Il Porto di Santa Teresa Gallura totalizza 23 KPI positivi. La struttura offre reception, competenze linguistiche, ormeggio, alaggio e assistenza tecnica, affiancati da eventi, ristorazione, bar, bancomat, negozi, farmacia e lavanderia. Il profilo turistico è rafforzato dalla presenza di palestra, noleggio di barche, impianti sportivi, corsi di vela, circolo velico e diving. Taxi e NCC favoriscono inoltre il collegamento con il territorio. La combinazione tra servizi nautici, attività sportive ed esperienze legate al mare rende il porto una base particolarmente funzionale per chi vuole esplorare la costa e l’arcipelago.

9. Base Nautica Flavio Gioia – 66,7%

Base Nautica Flavio Gioia presenta 22 indicatori positivi e un’offerta costruita su accoglienza, assistenza tecnica e collegamento con la destinazione. Reception, competenze linguistiche, ormeggio, alaggio e cantieristica sono affiancati da eventi, ristorazione, negozi, lavanderia e farmacia. Tra gli elementi qualificanti figurano gli erogatori di acqua potabile, il noleggio di biciclette e monopattini, gli impianti sportivi, i corsi di vela e il circolo velico. La presenza di un’area gratuita con tavoli e sedie e dei collegamenti tramite autobus o navetta contribuisce a rendere la marina uno spazio di permanenza e non soltanto di transito.

10. Porto Barricata – 60,6%

Porto Barricata completa la top 10 con 20 KPI positivi. La struttura dispone di reception, competenze linguistiche, cantieristica, alaggio, ristorazione, bar, negozi e distributori di alimenti o bevande. La componente esperienziale è particolarmente significativa: eventi, noleggio di barche, impianti sportivi, corsi di vela, circolo velico e diving. A questi servizi si aggiungono un’area gratuita con tavoli e sedie, uno spazio giochi per bambini, parcheggi e collegamenti tramite autobus, navetta, taxi e NCC. Il risultato mostra come anche un’offerta non estesa su ogni indicatore possa essere fortemente orientata al turismo attivo e alla vita all’aria aperta.

L’accoglienza come nuovo fattore competitivo

La graduatoria mostra che il porto turistico contemporaneo viene valutato sempre meno come semplice infrastruttura di ormeggio e sempre più come ecosistema di servizi. Assistenza tecnica, ristorazione e mobilità rappresentano ormai la base; la capacità di differenziarsi passa invece da servizi ancora poco diffusi, dalla qualità dell’esperienza e dalla relazione con il territorio.

Houseboat, baby-sitting, aree per famiglie, consegne a bordo, acqua potabile e micromobilità possono sembrare elementi accessori.

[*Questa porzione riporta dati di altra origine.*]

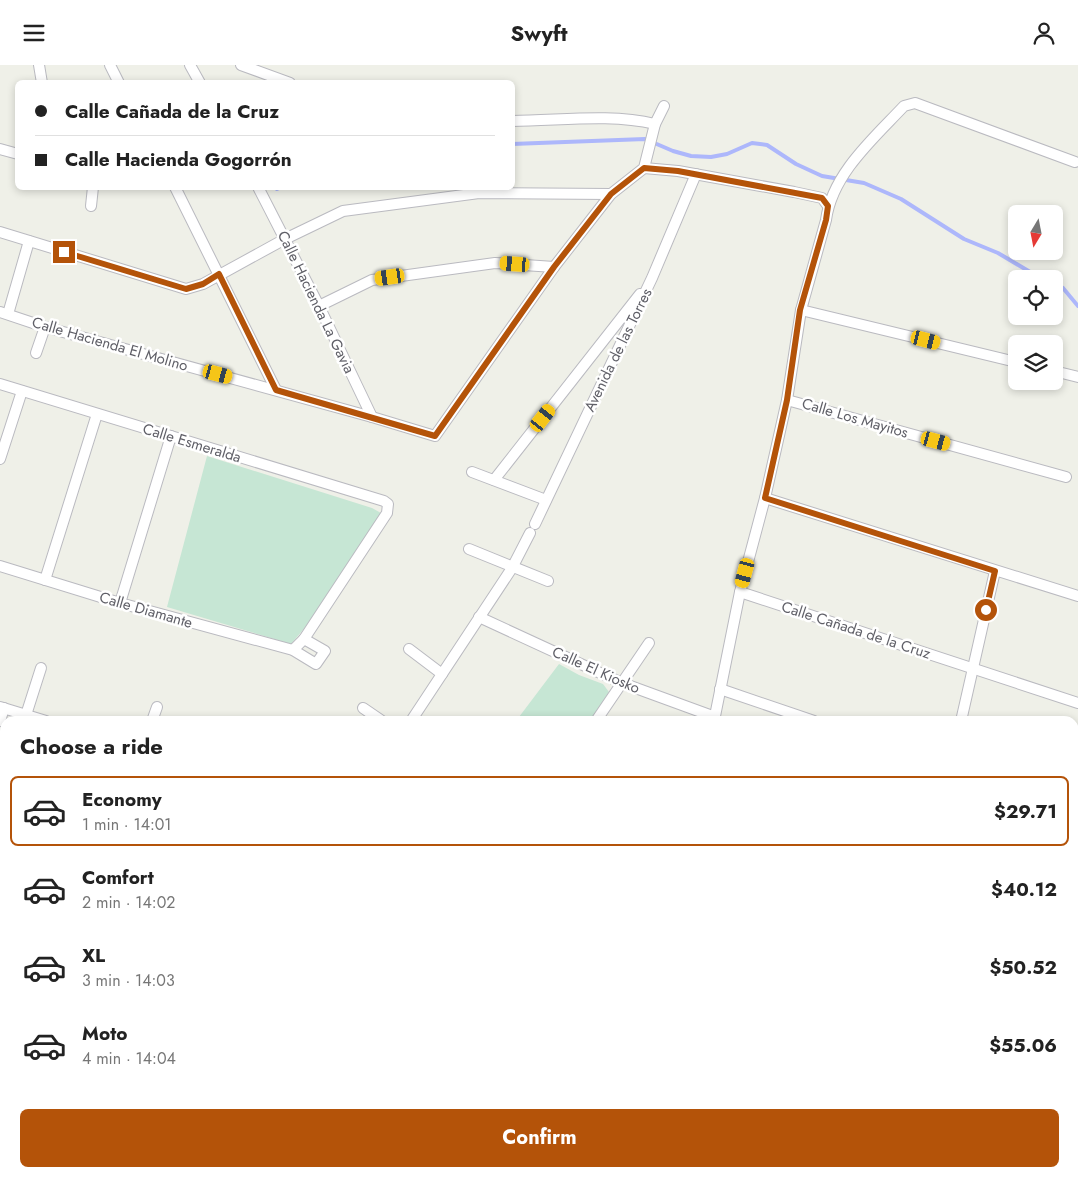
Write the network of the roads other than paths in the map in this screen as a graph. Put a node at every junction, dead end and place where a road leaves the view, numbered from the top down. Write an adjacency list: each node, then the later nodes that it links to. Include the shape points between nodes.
1 (38, 65): 5 (street)
2 (110, 65): 6 (street)
3 (190, 65): 7 (street)
4 (241, 65): 8 (street)
5 (41, 80)
6 (118, 80)
7 (198, 80)
8 (282, 80)
9 (664, 105): 11 (street)
10 (515, 121): 11 (street, via 639,120)
11 (654, 124): 15 (street)
12 (0, 149): 13 (street)
13 (15, 153)
14 (1075, 161): 22 (street, via 915,103 904,106 848,166)
15 (644, 168): 16 (street); 20 (street, Calle Hacienda El Molino)
16 (696, 175): 22 (street, via 822,198); 28 (street, Avenida de las Torres)
17 (93, 190): 21 (street)
18 (177, 190): 27 (street)
19 (260, 190): 24 (street, Calle Hacienda La Gavia)
20 (611, 194): 24 (street, via 479,193 352,209); 26 (street, Calle Hacienda El Molino)
21 (91, 206)
22 (828, 206): 30 (street)
23 (0, 233): 25 (street)
24 (284, 239): 27 (street); 29 (street, Calle Hacienda La Gavia)
25 (28, 241): 27 (street, via 186,289); 31 (street)
26 (554, 267): 29 (street, via 495,263 372,280); 42 (street, Calle Hacienda El Molino, via 435,436)
27 (219, 274): 38 (street)
28 (652, 279): 47 (street); 49 (street, Avenida de las Torres)
29 (319, 306): 42 (street, Calle Hacienda La Gavia)
30 (800, 310): 34 (street); 40 (street)
31 (4, 313): 32 (street, Calle Hacienda El Molino)
32 (45, 327): 33 (street); 38 (street, Calle Hacienda El Molino)
33 (36, 353)
34 (1008, 360)
35 (1063, 373): 36 (street)
36 (1078, 377)
37 (0, 384): 39 (street, Calle Esmeralda)
38 (276, 390): 42 (street, Calle Hacienda El Molino)
39 (22, 391): 41 (street, Calle Esmeralda); 44 (street)
40 (787, 400): 46 (street, Calle Los Mayitos); 48 (street)
41 (97, 414): 43 (street, Calle Esmeralda); 54 (street)
42 (372, 417)
43 (171, 436): 58 (street); 60 (street, Calle Esmeralda, via 388,504 387,513)
44 (0, 459)
45 (472, 472): 47 (street)
46 (1066, 477)
47 (494, 480): 49 (street)
48 (765, 498): 53 (street); 56 (street)
49 (546, 500): 52 (street, Avenida de las Torres)
50 (469, 549): 52 (street)
51 (0, 566): 54 (street, Calle Diamante)
52 (512, 568): 55 (street); 59 (street, Avenida de las Torres)
53 (995, 571): 57 (street); 64 (street)
54 (45, 580): 58 (street, Calle Diamante)
55 (548, 581)
56 (740, 592): 64 (street, Calle Cañada de la Cruz); 68 (street)
57 (1078, 596)
58 (120, 603): 63 (street, Calle Diamante)
59 (479, 617): 66 (street, Avenida de las Torres); 67 (street, Calle El Kiosko)
60 (304, 639): 63 (street); 63 (street, Calle Diamante, via 325,651 316,664)
61 (648, 643): 67 (street)
62 (409, 649): 66 (street)
63 (293, 650)
64 (972, 667): 69 (street, Calle Cañada de la Cruz); 82 (street)
65 (41, 668): 73 (street)
66 (442, 674): 77 (street, Avenida de las Torres)
67 (622, 683): 78 (street); 79 (street, Calle El Kiosko)
68 (720, 689): 80 (street); 81 (street)
69 (1078, 703)
70 (157, 707): 75 (street)
71 (2, 708): 73 (street)
72 (363, 708): 76 (street)
73 (26, 715): 74 (street)
74 (29, 716)
75 (154, 716)
76 (375, 716)
77 (414, 716)
78 (599, 716)
79 (707, 716)
80 (716, 716)
81 (799, 716)
82 (962, 716)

In realtà raccontano la capacità di una marina di comprendere bisogni nuovi, intercettare pubblici differenti e prolungare la permanenza degli ospiti.

La marina più completa non è quindi necessariamente la più grande o la più conosciuta. È quella che riesce a trasformare ogni fase del soggiorno – arrivo, permanenza, esperienza a terra e ripartenza – in un percorso semplice, connesso e accogliente.